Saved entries
----
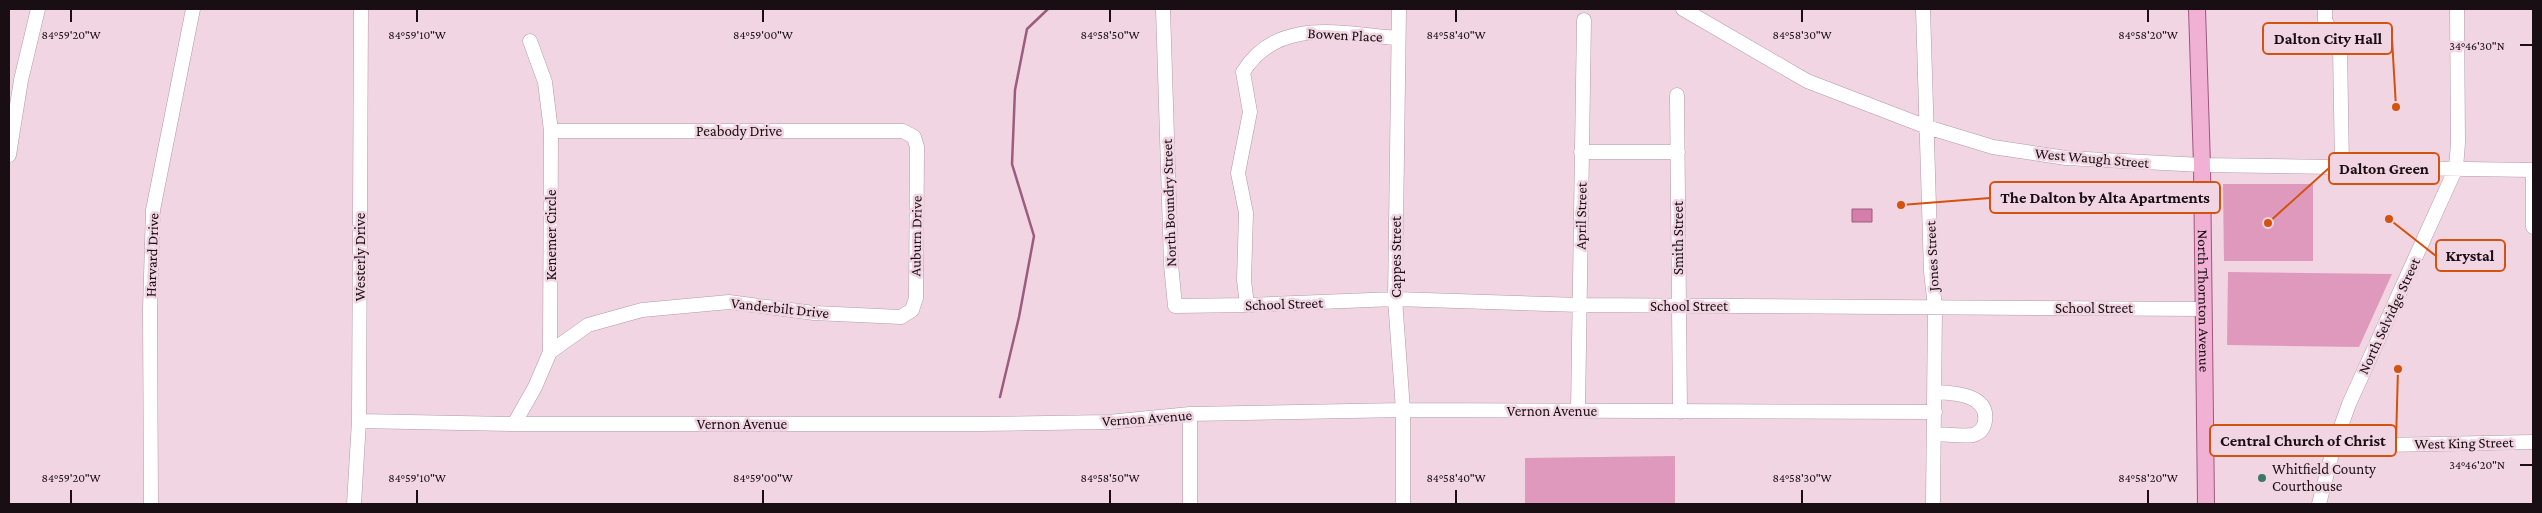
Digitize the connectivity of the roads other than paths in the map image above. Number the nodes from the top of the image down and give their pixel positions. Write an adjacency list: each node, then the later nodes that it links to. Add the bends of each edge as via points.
1 (38, 9): 20 (street, via 21,80)
2 (193, 9): 47 (street, Harvard Drive, via 153,210)
3 (361, 9): 42 (street, Westerly Drive)
4 (1163, 9): 29 (street, North Boundry Street)
5 (1399, 9): 12 (street, Cappes Street)
6 (1683, 9): 15 (street, West Waugh Street, via 1808,80)
7 (1923, 9): 15 (street, Jones Street)
8 (2197, 9): 21 (main road, North Thornton Avenue)
9 (2325, 9): 22 (street, via 2325,20 2340,48)
10 (2457, 9): 23 (street, North Selvidge Street)
11 (1584, 20): 18 (street, April Street)
12 (1398, 38): 27 (street, Cappes Street); 30 (street, Bowen Place, via 1294,33 1269,44 1248,63 1243,72 1250,112 1238,173 1246,213 1244,280)
13 (530, 41): 16 (street, Kenemer Circle, via 545,82)
14 (1677, 95): 19 (street, Smith Street)
15 (1927, 127): 21 (street, West Waugh Street, via 1993,146 2066,158); 32 (street, Jones Street)
16 (551, 131): 17 (street, Peabody Drive, via 903,131 914,137); 35 (street, Kenemer Circle)
17 (917, 147): 34 (street, Auburn Drive, via 916,298 912,310)
18 (1582, 152): 19 (street); 28 (street, April Street)
19 (1678, 152): 31 (street, Smith Street)
20 (9, 155)
21 (2202, 165): 22 (street, West Waugh Street); 33 (main road, North Thornton Avenue)
22 (2342, 166): 23 (street, West Waugh Street)
23 (2456, 168): 24 (street, West Waugh Street); 46 (street, North Selvidge Street, via 2363,371)
24 (2533, 170): 25 (street)
25 (2533, 186): 26 (street)
26 (2533, 227)
27 (1396, 298): 28 (street, School Street); 30 (street, School Street); 37 (street, Cappes Street)
28 (1580, 305): 31 (street, School Street); 38 (street, April Street)
29 (1175, 306): 30 (street, School Street)
30 (1247, 306)
31 (1678, 306): 32 (street, School Street); 39 (street, Smith Street)
32 (1935, 307): 33 (street, School Street); 36 (street, Jones Street)
33 (2203, 309): 52 (main road, North Thornton Avenue)
34 (901, 317): 35 (street, Vanderbilt Drive, via 814,313 729,302 671,307 642,310 588,326)
35 (550, 352): 43 (street, Kenemer Circle)
36 (1935, 392): 40 (street, Jones Street); 44 (street, via 1962,394 1975,400 1986,416 1980,432 1973,435)
37 (1403, 410): 38 (street, Vernon Avenue); 41 (street, Vernon Avenue); 50 (street, Cappes Street)
38 (1578, 411): 39 (street, Vernon Avenue)
39 (1680, 412): 40 (street, Vernon Avenue)
40 (1935, 412): 44 (street, Jones Street)
41 (1190, 414): 43 (street, Vernon Avenue, via 1108,422); 49 (street)
42 (359, 421): 43 (street, Vernon Avenue); 48 (street, Westerly Drive)
43 (514, 424)
44 (1935, 434): 51 (street, Jones Street)
45 (2533, 442): 46 (street, West King Street)
46 (2334, 446): 53 (street, North Selvidge Street)
47 (151, 504)
48 (354, 504)
49 (1190, 504)
50 (1403, 504)
51 (1933, 504)
52 (2206, 504)
53 (2319, 504)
----
■ What to do
Track down all lines above with the string "Circle" and copy them.

■ Answer below
13 (530, 41): 16 (street, Kenemer Circle, via 545,82)
16 (551, 131): 17 (street, Peabody Drive, via 903,131 914,137); 35 (street, Kenemer Circle)
35 (550, 352): 43 (street, Kenemer Circle)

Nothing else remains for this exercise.